This notebook processes a brain tumor image dataset with COCO-format annotations and creates a Hugging Face Dataset.

Key learnings and decisions while creating this brain tumor image dataset for Hugging Face.

1. Data Structure:
   - The dataset contains brain tumor images with COCO-format annotations.
   - Annotations include bounding boxes and polygon segmentations.
   - Categories are structured as: ID 0 (Tumor), ID 1 (0), ID 2 (1), with 1 and 2 being subcategories of Tumor.
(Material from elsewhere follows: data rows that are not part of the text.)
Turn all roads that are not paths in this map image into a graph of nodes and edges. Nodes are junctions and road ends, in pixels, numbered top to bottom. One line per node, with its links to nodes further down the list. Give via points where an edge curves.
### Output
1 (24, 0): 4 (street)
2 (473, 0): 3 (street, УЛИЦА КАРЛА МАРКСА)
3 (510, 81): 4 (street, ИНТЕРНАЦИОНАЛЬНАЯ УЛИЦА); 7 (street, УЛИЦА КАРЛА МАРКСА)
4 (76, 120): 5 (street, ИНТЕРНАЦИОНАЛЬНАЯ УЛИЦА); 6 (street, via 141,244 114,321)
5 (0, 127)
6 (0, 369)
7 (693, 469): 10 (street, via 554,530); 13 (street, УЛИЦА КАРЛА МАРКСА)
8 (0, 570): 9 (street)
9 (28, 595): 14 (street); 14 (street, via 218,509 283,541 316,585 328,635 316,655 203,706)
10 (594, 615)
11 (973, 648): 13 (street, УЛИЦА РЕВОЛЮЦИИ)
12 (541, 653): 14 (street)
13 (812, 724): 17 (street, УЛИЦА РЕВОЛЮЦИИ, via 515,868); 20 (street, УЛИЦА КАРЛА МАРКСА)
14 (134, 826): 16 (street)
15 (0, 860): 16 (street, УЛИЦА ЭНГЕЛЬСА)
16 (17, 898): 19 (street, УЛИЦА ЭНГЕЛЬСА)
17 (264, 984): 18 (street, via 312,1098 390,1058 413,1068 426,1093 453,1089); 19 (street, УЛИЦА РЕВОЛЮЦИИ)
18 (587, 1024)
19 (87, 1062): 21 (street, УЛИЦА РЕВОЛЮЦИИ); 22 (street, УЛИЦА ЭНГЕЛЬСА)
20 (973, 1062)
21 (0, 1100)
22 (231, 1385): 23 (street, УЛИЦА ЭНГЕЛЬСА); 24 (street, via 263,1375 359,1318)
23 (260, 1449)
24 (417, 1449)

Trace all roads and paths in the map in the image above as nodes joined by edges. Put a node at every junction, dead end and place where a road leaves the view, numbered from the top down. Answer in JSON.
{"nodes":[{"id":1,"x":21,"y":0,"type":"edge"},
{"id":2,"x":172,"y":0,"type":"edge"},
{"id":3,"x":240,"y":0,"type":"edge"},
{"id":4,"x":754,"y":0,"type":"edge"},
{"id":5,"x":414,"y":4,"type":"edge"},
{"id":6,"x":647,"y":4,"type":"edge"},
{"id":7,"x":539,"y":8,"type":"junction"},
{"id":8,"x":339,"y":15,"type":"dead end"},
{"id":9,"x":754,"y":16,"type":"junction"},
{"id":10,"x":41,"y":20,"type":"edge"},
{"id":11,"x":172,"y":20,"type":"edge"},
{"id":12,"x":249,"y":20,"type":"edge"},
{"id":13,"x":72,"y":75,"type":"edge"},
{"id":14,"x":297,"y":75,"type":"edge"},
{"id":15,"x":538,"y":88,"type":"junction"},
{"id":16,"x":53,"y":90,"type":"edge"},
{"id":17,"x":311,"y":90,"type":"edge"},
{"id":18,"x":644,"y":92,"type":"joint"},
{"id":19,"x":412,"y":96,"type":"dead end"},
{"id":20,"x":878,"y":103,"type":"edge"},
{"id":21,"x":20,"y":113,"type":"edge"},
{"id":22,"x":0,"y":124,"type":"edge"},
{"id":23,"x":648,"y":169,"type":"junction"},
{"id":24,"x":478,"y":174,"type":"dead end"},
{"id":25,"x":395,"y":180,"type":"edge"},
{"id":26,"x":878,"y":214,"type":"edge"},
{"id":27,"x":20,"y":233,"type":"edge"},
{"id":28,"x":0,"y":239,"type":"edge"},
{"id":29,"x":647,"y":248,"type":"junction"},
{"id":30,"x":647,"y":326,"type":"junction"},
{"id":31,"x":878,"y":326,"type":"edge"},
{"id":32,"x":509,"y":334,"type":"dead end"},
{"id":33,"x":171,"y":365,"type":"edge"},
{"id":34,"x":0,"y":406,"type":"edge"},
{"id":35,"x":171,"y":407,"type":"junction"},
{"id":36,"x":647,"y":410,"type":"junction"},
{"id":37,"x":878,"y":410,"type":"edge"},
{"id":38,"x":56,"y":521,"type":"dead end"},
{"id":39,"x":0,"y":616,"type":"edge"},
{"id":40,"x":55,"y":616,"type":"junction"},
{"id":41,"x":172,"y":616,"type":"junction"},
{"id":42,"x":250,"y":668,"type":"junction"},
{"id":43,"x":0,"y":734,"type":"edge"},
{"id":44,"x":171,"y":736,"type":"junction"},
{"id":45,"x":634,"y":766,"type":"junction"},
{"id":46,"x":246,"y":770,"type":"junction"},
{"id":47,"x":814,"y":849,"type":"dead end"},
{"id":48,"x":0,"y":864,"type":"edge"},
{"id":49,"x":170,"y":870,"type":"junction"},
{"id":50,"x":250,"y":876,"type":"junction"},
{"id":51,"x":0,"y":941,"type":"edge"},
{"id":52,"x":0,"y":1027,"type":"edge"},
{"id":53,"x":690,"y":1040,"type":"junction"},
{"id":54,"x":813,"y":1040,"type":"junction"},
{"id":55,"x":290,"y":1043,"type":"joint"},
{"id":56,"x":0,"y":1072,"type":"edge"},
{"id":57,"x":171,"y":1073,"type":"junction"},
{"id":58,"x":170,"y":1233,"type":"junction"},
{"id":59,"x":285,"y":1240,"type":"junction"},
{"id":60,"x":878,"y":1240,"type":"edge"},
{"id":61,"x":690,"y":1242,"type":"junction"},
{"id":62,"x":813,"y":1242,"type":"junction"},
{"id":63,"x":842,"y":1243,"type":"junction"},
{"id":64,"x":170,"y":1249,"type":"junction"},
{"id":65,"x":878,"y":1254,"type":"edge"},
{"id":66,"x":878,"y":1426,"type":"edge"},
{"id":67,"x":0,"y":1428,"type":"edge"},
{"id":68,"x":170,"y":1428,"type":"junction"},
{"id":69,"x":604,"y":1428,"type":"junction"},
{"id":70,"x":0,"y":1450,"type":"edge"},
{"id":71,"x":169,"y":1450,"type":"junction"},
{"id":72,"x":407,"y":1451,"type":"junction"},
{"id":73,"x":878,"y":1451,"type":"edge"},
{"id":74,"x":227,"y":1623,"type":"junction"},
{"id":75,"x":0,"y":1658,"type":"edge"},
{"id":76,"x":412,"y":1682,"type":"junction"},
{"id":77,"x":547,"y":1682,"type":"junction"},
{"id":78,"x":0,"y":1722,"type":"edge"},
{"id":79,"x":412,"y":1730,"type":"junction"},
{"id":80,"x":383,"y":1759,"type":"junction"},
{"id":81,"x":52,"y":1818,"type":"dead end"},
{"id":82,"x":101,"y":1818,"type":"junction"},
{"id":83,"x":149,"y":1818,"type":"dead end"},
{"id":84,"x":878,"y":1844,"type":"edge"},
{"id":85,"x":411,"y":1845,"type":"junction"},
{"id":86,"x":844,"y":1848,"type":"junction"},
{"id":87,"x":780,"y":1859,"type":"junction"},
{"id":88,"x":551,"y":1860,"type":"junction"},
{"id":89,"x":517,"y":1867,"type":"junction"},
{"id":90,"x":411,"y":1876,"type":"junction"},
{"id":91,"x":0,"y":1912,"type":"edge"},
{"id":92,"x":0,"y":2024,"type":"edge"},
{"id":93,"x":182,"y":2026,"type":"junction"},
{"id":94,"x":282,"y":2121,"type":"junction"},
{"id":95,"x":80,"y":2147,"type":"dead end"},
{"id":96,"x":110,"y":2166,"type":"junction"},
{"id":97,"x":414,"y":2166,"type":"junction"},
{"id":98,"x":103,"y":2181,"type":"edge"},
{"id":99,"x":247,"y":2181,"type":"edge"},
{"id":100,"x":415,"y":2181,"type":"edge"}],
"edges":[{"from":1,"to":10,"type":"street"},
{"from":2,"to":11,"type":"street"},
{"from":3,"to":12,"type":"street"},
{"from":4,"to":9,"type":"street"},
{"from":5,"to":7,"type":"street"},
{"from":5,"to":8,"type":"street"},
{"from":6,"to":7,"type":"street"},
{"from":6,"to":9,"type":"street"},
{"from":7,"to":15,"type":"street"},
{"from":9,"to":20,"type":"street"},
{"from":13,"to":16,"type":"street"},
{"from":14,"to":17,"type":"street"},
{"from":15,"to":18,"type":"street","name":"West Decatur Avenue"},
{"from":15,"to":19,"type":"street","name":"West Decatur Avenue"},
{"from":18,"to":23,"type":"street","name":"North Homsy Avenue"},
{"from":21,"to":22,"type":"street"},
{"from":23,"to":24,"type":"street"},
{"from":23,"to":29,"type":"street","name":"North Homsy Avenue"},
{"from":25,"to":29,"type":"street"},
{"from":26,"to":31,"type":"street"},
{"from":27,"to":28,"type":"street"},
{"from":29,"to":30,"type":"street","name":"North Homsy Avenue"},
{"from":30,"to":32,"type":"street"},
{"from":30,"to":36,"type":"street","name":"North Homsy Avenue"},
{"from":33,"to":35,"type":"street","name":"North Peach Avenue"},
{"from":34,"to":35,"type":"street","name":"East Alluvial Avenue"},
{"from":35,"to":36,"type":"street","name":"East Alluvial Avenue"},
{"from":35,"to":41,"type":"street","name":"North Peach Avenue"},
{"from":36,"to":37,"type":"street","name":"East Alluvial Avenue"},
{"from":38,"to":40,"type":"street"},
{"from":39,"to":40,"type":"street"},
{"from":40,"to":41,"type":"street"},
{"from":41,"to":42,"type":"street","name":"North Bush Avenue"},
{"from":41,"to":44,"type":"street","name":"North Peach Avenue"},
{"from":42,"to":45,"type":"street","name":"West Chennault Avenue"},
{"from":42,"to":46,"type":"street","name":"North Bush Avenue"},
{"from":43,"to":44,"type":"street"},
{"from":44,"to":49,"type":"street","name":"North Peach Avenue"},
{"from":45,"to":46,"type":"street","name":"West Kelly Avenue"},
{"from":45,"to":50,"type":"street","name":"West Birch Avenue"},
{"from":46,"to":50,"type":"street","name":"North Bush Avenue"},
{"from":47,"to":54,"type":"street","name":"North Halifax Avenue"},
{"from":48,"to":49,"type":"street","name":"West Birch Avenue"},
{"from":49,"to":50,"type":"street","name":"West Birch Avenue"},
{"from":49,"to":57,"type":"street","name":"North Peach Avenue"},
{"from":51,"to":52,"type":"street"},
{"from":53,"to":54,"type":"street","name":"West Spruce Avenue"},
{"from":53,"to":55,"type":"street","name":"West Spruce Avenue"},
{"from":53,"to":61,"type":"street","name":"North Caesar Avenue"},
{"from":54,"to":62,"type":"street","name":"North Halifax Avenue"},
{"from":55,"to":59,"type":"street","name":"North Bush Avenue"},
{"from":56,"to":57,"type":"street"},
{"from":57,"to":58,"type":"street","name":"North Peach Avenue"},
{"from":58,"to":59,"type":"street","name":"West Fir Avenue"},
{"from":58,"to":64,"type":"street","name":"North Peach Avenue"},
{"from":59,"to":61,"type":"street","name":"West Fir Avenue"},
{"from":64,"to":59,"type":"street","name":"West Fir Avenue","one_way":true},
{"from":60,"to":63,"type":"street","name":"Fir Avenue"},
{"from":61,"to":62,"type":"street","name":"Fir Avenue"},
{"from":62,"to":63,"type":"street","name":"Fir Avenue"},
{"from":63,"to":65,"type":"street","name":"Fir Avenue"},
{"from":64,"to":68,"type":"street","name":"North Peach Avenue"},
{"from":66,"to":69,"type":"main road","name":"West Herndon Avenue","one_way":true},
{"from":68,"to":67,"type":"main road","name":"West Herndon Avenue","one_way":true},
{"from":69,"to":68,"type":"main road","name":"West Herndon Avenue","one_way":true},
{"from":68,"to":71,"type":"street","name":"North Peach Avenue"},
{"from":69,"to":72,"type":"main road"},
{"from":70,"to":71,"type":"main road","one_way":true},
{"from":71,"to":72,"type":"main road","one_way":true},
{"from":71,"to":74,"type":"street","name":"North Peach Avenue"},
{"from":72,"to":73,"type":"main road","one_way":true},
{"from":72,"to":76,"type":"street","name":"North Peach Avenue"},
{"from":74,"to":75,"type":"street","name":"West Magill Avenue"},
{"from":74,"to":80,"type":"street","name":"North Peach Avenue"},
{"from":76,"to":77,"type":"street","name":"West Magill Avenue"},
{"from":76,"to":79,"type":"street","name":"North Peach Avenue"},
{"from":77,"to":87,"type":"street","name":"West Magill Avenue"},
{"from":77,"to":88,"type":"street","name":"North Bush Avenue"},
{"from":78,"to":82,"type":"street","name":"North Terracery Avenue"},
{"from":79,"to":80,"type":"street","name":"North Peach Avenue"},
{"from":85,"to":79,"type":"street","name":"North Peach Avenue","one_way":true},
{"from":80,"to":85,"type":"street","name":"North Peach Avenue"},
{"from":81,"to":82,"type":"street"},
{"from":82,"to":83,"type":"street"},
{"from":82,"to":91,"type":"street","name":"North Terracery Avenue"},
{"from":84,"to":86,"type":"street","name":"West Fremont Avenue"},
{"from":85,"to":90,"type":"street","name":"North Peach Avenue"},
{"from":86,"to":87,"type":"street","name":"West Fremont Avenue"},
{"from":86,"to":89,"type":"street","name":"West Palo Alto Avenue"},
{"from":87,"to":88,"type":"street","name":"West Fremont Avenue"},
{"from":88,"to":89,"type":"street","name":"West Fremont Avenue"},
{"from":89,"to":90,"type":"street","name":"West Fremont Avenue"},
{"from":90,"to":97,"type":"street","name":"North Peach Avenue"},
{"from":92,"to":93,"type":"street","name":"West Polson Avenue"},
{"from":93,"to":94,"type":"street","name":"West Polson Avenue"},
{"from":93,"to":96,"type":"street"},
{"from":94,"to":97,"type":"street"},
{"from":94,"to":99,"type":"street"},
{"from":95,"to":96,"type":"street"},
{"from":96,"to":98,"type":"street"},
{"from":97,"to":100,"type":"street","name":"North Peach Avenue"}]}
2. Segmentation Characteristics:
   - Segmentations are not rectangular but complex polygons.
   - 100% of segmentations are near their bounding boxes.
   - 100% of sampled annotations have valid polygon segmentations.

3. Key Adjustments:
   - We adjusted the 'features' definition to accommodate complex polygon segmentations.
   - The ClassLabel for 'category_id' was updated to ['Tumor', '0', '1'] to match the actual data structure.

4. Data Loading Considerations:
   - Image data is stored as bytes after being read with OpenCV.
   - Segmentation data needs to be carefully handled to maintain its list-of-lists structure.

5. Verification Steps:
   - We implemented functions to verify polygon validity and dataset structure.
   - These checks are crucial before pushing the dataset to the Hugging Face Hub.

6. Performance and Efficiency:
   - We used tqdm for progress tracking during image loading, which is helpful for large datasets.
   - The dataset creation process involves reading and encoding many images, which can be time-consuming.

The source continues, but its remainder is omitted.